Where these data come from
When Bradley Manning became Chelsea. From the NBC to Wikipedia, the public space as a stage of a gender transition

Abstract

As the scene within which Chelsea Manning acquired an existence, the public sphere is also her birthplace. Indeed, on the 22nd of August 2013, Bradley Manning, a former US Army intelligence analyst incarcerated in an American military prison for having delivered confidential cables to WikiLeaks, let the public know through a statement sent to NBC that he had always been a woman. He asked as well to be named henceforth as Chelsea. That gender self-declaration is actually uttered by a Today Show journalist interviewing Manning’s lawyer. Once the request is transmitted, both journalist and lawyer refer to Manning using the feminine pronoun.
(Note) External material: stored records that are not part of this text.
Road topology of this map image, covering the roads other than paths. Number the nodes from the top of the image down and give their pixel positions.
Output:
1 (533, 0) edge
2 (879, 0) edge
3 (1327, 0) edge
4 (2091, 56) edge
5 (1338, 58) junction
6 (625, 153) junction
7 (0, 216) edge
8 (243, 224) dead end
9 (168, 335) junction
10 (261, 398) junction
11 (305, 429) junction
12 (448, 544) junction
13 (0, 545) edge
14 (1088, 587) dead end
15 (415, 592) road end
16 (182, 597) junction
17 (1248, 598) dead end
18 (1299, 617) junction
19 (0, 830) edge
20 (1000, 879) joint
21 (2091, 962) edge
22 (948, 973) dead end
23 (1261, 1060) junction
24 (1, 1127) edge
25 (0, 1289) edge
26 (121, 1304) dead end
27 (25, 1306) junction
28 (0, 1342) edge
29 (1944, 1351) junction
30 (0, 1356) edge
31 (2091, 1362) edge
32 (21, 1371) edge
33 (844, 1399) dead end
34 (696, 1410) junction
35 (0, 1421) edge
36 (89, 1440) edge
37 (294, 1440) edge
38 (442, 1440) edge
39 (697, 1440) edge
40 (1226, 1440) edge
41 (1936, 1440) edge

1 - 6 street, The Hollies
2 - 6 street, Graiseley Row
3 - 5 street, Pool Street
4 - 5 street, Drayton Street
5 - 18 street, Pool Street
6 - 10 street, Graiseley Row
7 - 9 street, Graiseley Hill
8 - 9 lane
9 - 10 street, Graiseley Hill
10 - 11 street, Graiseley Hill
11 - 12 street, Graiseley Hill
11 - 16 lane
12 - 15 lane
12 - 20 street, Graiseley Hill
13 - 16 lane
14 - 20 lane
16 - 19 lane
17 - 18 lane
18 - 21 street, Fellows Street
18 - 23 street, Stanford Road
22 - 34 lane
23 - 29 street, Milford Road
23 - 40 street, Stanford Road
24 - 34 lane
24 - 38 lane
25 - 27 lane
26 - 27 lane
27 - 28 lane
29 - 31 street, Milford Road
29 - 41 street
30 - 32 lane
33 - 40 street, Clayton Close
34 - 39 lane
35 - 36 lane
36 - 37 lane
Thus, the set of a TV program turned into a setting for gender transition. But Manning’s announcement had enduring effects beyond this local scene. Indeed, within the global scene that is the online encyclopedia Wikipedia, contributors debated, sometimes fiercely, about renaming the page of the article entitled “Bradley Manning” to consecrate her new femininity. Based on an enunciative analysis, our article shows how the Today Show converted Manning’s declaration into a performative. Returning to the felicity versus unfelicity trajectory of that performative, it also attempts an ethnography of the “discussion pages” displayed in the English and French speaking platforms of Wikipedia.